A jury in Los Angeles on Friday ordered Johnson & Johnson to pay $8.3 million in damages in the first lawsuit to go to court against the company in connection with a now-recalled all-metal artificial hip implant.
But the 12-person panel declined to issue punitive damages against the company's DePuy orthopedic division, saying it did not act with fraud or malice in its marketing of the device.
Johnson & Johnson faces some 10,000 lawsuits from patients who received the implant, which was known as the Articular Surface Replacement, or A.S.R.
The A.S.R., which the company recalled in mid-2010, has one of the highest early failure rates of any orthopedic device sold in recent years.
An internal Johnson & Johnson document introduced at the Los Angeles trial estimated that some 40 percent of patients who received the device will need to undergo a second operation to have it removed and replaced within five years.

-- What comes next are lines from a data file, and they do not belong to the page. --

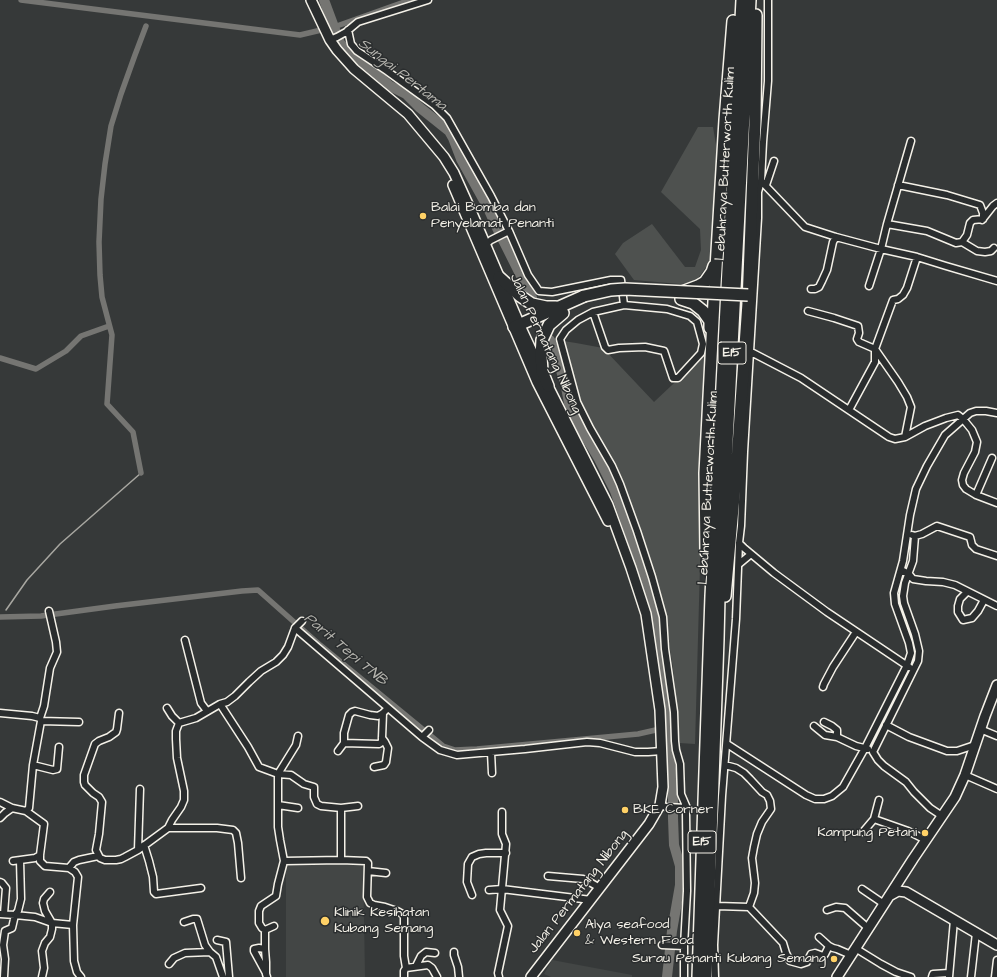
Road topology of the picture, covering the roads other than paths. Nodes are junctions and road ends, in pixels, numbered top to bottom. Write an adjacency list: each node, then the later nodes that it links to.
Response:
1 (311, 0): 9 (main road, Jalan Permatang Nibong)
2 (428, 0): 8 (street)
3 (735, 0): 25 (highway)
4 (742, 0): 63 (highway, Lebuhraya Butterworth Kulim / E15)
5 (750, 0): 63 (highway, Lebuhraya Butterworth Kulim / E15)
6 (756, 0): 32 (highway)
7 (768, 0): 13 (street)
8 (347, 31): 9 (street); 18 (street)
9 (331, 37): 10 (main road, Jalan Permatang Nibong)
10 (427, 135): 20 (main road, Jalan Permatang Nibong); 37 (main road, Jalan Permatang Nibong)
11 (911, 141): 14 (street)
12 (774, 161): 13 (street)
13 (764, 183): 19 (street); 40 (street)
14 (898, 186): 16 (street); 17 (street)
15 (997, 204): 16 (street)
16 (982, 221): 21 (street)
17 (887, 224): 21 (street); 23 (street)
18 (506, 232): 20 (street); 33 (street)
19 (836, 237): 23 (street); 29 (street)
20 (488, 242): 26 (main road, Jalan Permatang Nibong)
21 (962, 242): 22 (street)
22 (994, 248)
23 (881, 249): 24 (street); 28 (street)
24 (917, 257): 27 (street); 39 (street)
25 (716, 261): 30 (highway); 31 (highway)
26 (499, 277): 34 (highway); 37 (main road, Jalan Permatang Nibong)
27 (997, 281)
28 (869, 286)
29 (811, 289)
30 (682, 296): 31 (highway, bridge); 34 (highway, bridge); 38 (highway)
31 (714, 297): 32 (highway, bridge); 38 (highway)
32 (748, 299): 63 (highway)
33 (624, 305): 36 (street); 36 (street)
34 (562, 310): 37 (highway); 41 (highway)
35 (808, 311): 39 (street)
36 (593, 312): 113 (street)
37 (518, 328): 41 (main road, Jalan Permatang Nibong); 55 (main road, Jalan Permatang Nibong)
38 (712, 347): 63 (highway)
39 (875, 349): 42 (street); 45 (street)
40 (751, 352): 42 (street); 51 (street)
41 (548, 386): 55 (main road, Jalan Permatang Nibong)
42 (849, 410): 45 (street)
43 (997, 413): 44 (street)
44 (965, 421): 45 (street); 47 (street); 49 (street)
45 (905, 437)
46 (992, 458): 47 (street)
47 (976, 495): 48 (street)
48 (997, 503)
49 (908, 534): 50 (street); 56 (street)
50 (915, 536): 53 (street); 57 (street)
51 (739, 542): 52 (street); 54 (street)
52 (751, 554): 54 (street); 62 (street)
53 (997, 556)
54 (739, 564): 89 (street)
55 (631, 568): 94 (main road, Jalan Permatang Nibong)
56 (901, 570): 57 (street); 65 (street)
57 (909, 574): 58 (street); 66 (street)
58 (968, 592): 59 (street); 59 (street)
59 (984, 600): 60 (street)
60 (997, 606)
61 (49, 612): 77 (street)
62 (856, 632): 65 (street); 68 (street)
63 (714, 639): 70 (highway, Lebuhraya Butterworth Kulim / E15)
64 (185, 640): 73 (street)
65 (907, 665): 66 (street); 92 (street)
66 (914, 670): 81 (street)
67 (997, 685): 83 (main road)
68 (823, 687)
69 (220, 704): 72 (street); 73 (street); 101 (street)
70 (711, 707): 191 (highway, Lebuhraya Butterworth Kulim / E15); 192 (highway, Lebuhraya Butterworth Kulim / E15)
71 (167, 708): 80 (street)
72 (388, 708): 76 (street); 95 (street)
73 (207, 711): 80 (street)
74 (0, 713): 77 (street)
75 (119, 713): 126 (street)
76 (383, 713): 87 (street); 88 (street)
77 (41, 720): 78 (street); 97 (street)
78 (79, 722)
79 (824, 722): 86 (street)
80 (179, 723): 119 (street)
81 (886, 725): 90 (street); 96 (street)
82 (814, 726): 86 (street)
83 (980, 729): 85 (street); 90 (main road)
84 (298, 736): 101 (street)
85 (997, 736)
86 (837, 737): 92 (street)
87 (382, 738): 88 (street); 99 (street)
88 (344, 743): 93 (street)
89 (727, 744): 92 (street); 98 (street)
90 (975, 745): 102 (main road)
91 (59, 747): 97 (street)
92 (865, 748): 96 (street)
93 (338, 750)
94 (662, 751): 95 (street); 109 (main road, Jalan Permatang Nibong)
95 (491, 752): 100 (street)
96 (873, 752): 116 (street)
97 (33, 765): 114 (street)
98 (725, 765): 149 (street); 150 (street)
99 (374, 767)
100 (492, 773)
101 (278, 774): 107 (street); 112 (street)
102 (965, 775): 104 (street); 116 (main road)
103 (140, 789): 123 (street)
104 (997, 789)
105 (879, 800): 118 (street)
106 (0, 802): 110 (street)
107 (278, 805): 111 (street); 130 (street)
108 (358, 806): 112 (street)
109 (663, 806): 113 (street); 139 (main road, Jalan Permatang Nibong)
110 (12, 808): 114 (street); 117 (street)
111 (298, 808)
112 (340, 808): 128 (street)
113 (685, 808): 166 (street)
114 (26, 811): 125 (street)
115 (502, 812): 124 (street)
116 (942, 816): 121 (main road)
117 (0, 818)
118 (874, 819): 120 (street); 121 (street)
119 (168, 828): 122 (street); 136 (street)
120 (863, 832)
121 (926, 840): 134 (main road)
122 (144, 845): 123 (street); 138 (street)
123 (138, 850): 126 (street)
124 (506, 853): 141 (street); 145 (street)
125 (40, 856): 127 (street); 131 (street)
126 (98, 856): 131 (street)
127 (20, 860): 129 (street); 153 (street)
128 (341, 860): 130 (street); 132 (street)
129 (13, 861)
130 (284, 861): 160 (street)
131 (69, 868): 157 (street)
132 (368, 871): 133 (street); 176 (street)
133 (386, 873)
134 (904, 873): 144 (main road); 146 (main road)
135 (548, 876): 139 (street)
136 (241, 878)
137 (0, 882): 152 (street)
138 (201, 888)
139 (600, 888): 147 (main road, Jalan Permatang Nibong)
140 (489, 890): 141 (street)
141 (502, 890): 147 (street); 188 (street)
142 (862, 890): 148 (street)
143 (50, 892): 156 (street)
144 (906, 892): 146 (main road); 154 (main road)
145 (472, 895)
146 (889, 896): 148 (main road)
147 (591, 900): 189 (main road, Jalan Permatang Nibong)
148 (884, 904): 159 (main road)
149 (717, 906): 150 (street); 193 (street)
150 (749, 907): 167 (street)
151 (827, 910): 159 (street)
152 (2, 914): 153 (street)
153 (15, 914): 156 (street); 180 (street)
154 (954, 920): 161 (main road); 178 (street)
155 (184, 922): 169 (street)
156 (52, 923): 157 (street); 181 (street)
157 (73, 925): 182 (street)
158 (274, 926): 160 (street)
159 (868, 928): 171 (main road)
160 (266, 930): 168 (street)
161 (976, 933): 164 (main road); 197 (street)
162 (819, 937): 167 (street)
163 (218, 940): 184 (street)
164 (997, 945)
165 (664, 946): 166 (street)
166 (681, 946): 190 (street)
167 (829, 946): 171 (street)
168 (265, 949): 179 (street); 179 (street)
169 (210, 952): 174 (street); 183 (street)
170 (454, 952): 187 (street)
171 (853, 952): 177 (street); 194 (main road)
172 (435, 953): 175 (street)
173 (997, 960): 198 (street)
174 (169, 964)
175 (416, 966): 176 (street); 186 (street)
176 (406, 968): 185 (street)
177 (895, 974): 195 (street)
178 (949, 975): 196 (street)
179 (267, 976)
180 (4, 977)
181 (42, 977)
182 (81, 977)
183 (223, 977)
184 (229, 977)
185 (404, 977)
186 (437, 977)
187 (459, 977)
188 (499, 977)
189 (531, 977)
190 (684, 977)
191 (698, 977)
192 (706, 977)
193 (715, 977)
194 (837, 977)
195 (911, 977)
196 (932, 977)
197 (972, 977)
198 (996, 977)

Artificial hips are expected to last 15 years or more before replacement; the normal early replacement rate is about 5 percent after five years.
Other documents disclosed at the Los Angeles trial indicated that Johnson & Johnson executives were told by orthopedic surgeons who were paid consultants to the device maker that the design of A.S.R. was flawed. In some cases, those experts also urged the device maker to consider slowing sales of the implant.
Johnson & Johnson executives have insisted throughout the A.S.R episode that they acted responsibly and moved to recall the device when data from an orthopedic registry in Britain showed that its earlier failure rate was higher than normal.
On Friday, the company said in a statement that it viewed the verdict as "mixed" and that it planned to appeal the damage award.